# Compute ML performance metrics by group (sex) and run Google's Fairness Indicators using TFMA
This Colab-ready notebook explains why we compute metrics by protected groups and walks through running Google's Fairness Indicators on the Adult dataset. Run each cell in order.
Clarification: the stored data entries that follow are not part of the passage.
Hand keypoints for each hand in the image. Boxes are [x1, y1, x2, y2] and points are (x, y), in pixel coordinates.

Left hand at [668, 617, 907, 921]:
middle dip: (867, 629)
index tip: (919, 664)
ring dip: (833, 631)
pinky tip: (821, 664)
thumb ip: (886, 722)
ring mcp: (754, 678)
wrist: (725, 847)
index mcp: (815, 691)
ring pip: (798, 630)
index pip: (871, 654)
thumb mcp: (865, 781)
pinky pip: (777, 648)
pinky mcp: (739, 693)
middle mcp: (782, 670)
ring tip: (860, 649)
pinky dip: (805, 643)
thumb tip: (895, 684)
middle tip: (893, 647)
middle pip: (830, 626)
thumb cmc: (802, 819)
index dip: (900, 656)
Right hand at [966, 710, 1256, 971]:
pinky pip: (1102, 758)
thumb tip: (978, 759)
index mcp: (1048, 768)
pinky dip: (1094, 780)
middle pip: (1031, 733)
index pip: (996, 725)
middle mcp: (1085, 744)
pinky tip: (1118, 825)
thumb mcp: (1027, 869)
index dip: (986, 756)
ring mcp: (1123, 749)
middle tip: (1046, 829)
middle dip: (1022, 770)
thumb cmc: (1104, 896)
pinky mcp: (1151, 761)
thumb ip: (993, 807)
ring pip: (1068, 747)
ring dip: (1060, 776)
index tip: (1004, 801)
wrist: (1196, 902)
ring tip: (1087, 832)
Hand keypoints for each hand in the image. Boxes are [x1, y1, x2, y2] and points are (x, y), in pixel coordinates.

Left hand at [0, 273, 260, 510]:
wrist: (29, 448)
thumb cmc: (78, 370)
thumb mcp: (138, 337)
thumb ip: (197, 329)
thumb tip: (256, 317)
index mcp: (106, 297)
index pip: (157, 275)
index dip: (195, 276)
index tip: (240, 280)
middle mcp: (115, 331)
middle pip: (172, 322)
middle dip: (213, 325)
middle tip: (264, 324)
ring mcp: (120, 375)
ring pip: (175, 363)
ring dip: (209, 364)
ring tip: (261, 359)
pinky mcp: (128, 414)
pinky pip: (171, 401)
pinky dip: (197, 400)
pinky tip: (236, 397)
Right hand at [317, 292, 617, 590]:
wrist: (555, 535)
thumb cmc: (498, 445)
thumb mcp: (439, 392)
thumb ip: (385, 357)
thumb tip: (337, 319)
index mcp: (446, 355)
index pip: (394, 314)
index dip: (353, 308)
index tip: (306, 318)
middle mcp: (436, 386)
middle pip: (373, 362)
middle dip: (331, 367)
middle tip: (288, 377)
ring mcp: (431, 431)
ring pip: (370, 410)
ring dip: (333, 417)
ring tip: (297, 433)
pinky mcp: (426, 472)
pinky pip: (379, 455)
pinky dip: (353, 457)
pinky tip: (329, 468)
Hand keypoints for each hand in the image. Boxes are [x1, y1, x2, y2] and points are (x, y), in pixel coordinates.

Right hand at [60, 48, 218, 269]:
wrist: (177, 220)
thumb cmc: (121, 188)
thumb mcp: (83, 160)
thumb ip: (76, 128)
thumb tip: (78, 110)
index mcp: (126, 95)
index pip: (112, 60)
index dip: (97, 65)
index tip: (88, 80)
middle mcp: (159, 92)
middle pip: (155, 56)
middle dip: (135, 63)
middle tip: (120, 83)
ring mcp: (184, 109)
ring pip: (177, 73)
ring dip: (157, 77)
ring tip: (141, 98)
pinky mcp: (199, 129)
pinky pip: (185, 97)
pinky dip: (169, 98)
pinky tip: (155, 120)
If you opened this in VS Code, you can also run it locally if TFMA installs on your platform.

In [None]:
# 1) Setup: Install and import libraries
%%bash
pip install -q pandas numpy scikit-learn matplotlib seaborn
pip install -q "tensorflow>=2.16.0" tensorflow-model-analysis fairness-indicators

In [None]:
import numpy as np
import pandas as pd
import matplotlib.pyplot as plt
import seaborn as sns
import json, os, zipfile
from pathlib import Path
from sklearn.datasets import fetch_openml
from sklearn.model_selection import train_test_split
from sklearn.preprocessing import OneHotEncoder, StandardScaler
from sklearn.compose import ColumnTransformer
from sklearn.pipeline import Pipeline
from sklearn.linear_model import LogisticRegression
from sklearn.metrics import accuracy_score, precision_score, recall_score, f1_score, roc_auc_score, average_precision_score

import tensorflow as tf
import tensorflow_model_analysis as tfma
from fairness_indicators.tfx import util as fi_util

np.random.seed(42)
tf.random.set_seed(42)
ARTIFACTS = Path('/content/outputs' if Path('/content').exists() else 'outputs')
ARTIFACTS.mkdir(exist_ok=True, parents=True)

In [None]:
# 2) Load and prepare dataset (features, label, sensitive attribute: sex)
adult = fetch_openml('adult', version=2, as_frame=True)
df = adult.frame.copy()
df['income_binary'] = (df['class'] == '>50K').astype(int)
df = df.drop(columns=['class'])
sensitive = df['sex'].copy()  # keep raw sex for slicing
df = df.drop(columns=['sex'])
y = df['income_binary']
X = df.drop(columns=['income_binary'])

cat_cols = X.select_dtypes(include=['object','category']).columns.tolist()
num_cols = X.select_dtypes(exclude=['object','category']).columns.tolist()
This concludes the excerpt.